4. What are the most relevant benefits of an AI security audit?

Given what we have discussed in this article, we can systematize the main benefits of an AI security audit:

  1. It enables organizations to safeguard their sensitive information, including customer data, business strategies, financial information, and intellectual and industrial property. Successful exploitation of vulnerabilities in AI systems can facilitate unauthorized access to this information, the theft of extremely valuable data, or its manipulation.
  2. It helps to ensure that a large natural language model works correctly, without service interruptions or unexpected AI behavior.
  3. It curbs supply chain attacks by analyzing third-party components.
  4. It provides ongoing guidance on addressing emerging vulnerabilities affecting AI systems.
  5. Ensuring regulatory compliance around the use and implementation of AI is key. In this regard, it is essential to note that at the European level, there is specific mandatory legislation, including the AI Regulation, as well as other cybersecurity regulations such as the DORA Regulation, the NIS2 Directive, and the CRA Regulation.
  6. It reduces the likelihood of companies suffering severe economic losses due to security breaches in AI systems.
  7. It helps companies safeguard their reputation by demonstrating that they place cybersecurity at the center of their strategies.

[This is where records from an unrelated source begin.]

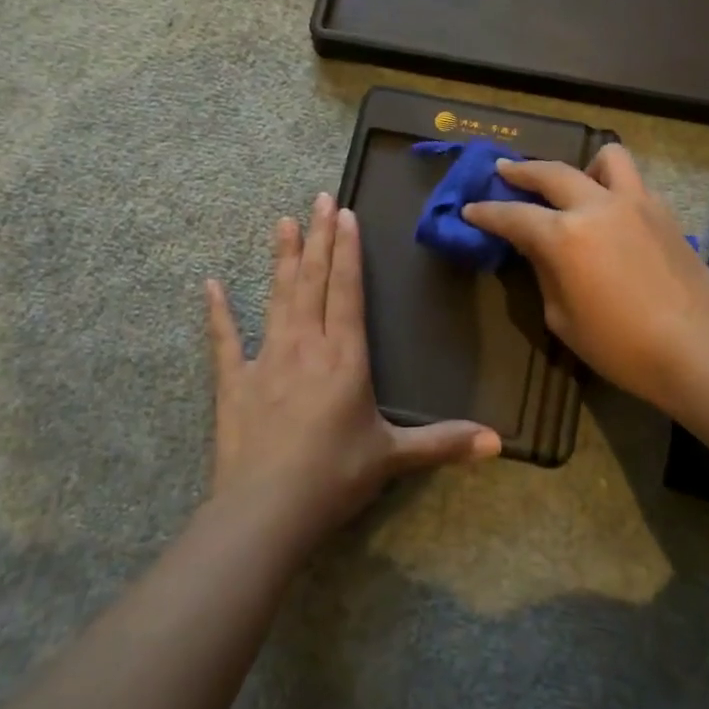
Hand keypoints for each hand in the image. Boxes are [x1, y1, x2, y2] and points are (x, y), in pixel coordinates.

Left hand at [205, 193, 499, 546]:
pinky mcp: (234, 381)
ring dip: (281, 258)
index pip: (347, 291)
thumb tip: (499, 443)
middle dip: (318, 238)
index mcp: (344, 357)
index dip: (347, 251)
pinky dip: (218, 312)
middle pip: (313, 281)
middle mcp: (306, 346)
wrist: (267, 509)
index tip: (345, 215)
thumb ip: (443, 443)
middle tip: (318, 199)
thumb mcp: (394, 458)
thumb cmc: (335, 477)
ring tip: (282, 221)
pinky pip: (225, 340)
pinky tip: (210, 285)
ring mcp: (266, 359)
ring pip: (277, 297)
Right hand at [462, 145, 708, 415]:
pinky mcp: (665, 213)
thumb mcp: (563, 318)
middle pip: (552, 172)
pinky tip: (609, 213)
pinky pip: (633, 183)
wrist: (700, 353)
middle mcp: (598, 207)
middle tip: (503, 171)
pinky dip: (613, 187)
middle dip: (522, 170)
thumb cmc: (621, 347)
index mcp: (565, 236)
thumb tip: (540, 250)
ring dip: (581, 165)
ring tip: (573, 184)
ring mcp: (637, 204)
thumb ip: (545, 273)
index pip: (514, 215)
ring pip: (605, 158)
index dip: (486, 213)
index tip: (470, 209)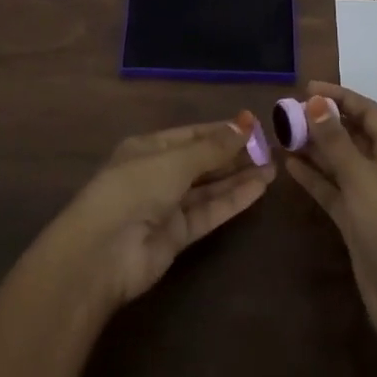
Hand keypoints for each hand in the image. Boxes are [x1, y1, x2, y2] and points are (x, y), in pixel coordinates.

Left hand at [44, 114, 275, 312]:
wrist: (103, 254)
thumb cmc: (134, 189)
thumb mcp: (175, 161)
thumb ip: (213, 147)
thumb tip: (246, 122)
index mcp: (148, 148)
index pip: (192, 134)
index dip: (222, 130)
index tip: (254, 126)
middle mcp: (158, 174)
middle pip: (202, 161)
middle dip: (234, 155)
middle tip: (270, 148)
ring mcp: (167, 206)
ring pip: (209, 187)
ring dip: (238, 178)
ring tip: (273, 168)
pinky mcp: (178, 236)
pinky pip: (209, 212)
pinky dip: (233, 200)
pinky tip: (259, 189)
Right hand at [284, 82, 376, 349]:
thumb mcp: (360, 177)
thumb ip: (335, 140)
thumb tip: (315, 102)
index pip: (367, 111)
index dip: (339, 96)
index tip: (306, 88)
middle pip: (352, 134)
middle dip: (323, 121)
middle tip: (287, 111)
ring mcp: (371, 196)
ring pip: (340, 161)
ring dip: (315, 147)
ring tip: (282, 133)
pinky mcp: (357, 220)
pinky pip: (333, 188)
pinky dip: (314, 176)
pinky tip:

In short, generative AI is revolutionizing the daily operations of millions of companies worldwide. This disruptive technology enables companies to automate hundreds of tasks and streamline a wide range of processes; however, it is essential to consider it when designing a company’s cybersecurity strategy.

Thus, among the benefits of a periodic AI security audit, we can highlight the identification and remediation of vulnerabilities that allow malicious actors to steal sensitive information or alter the performance of AI systems.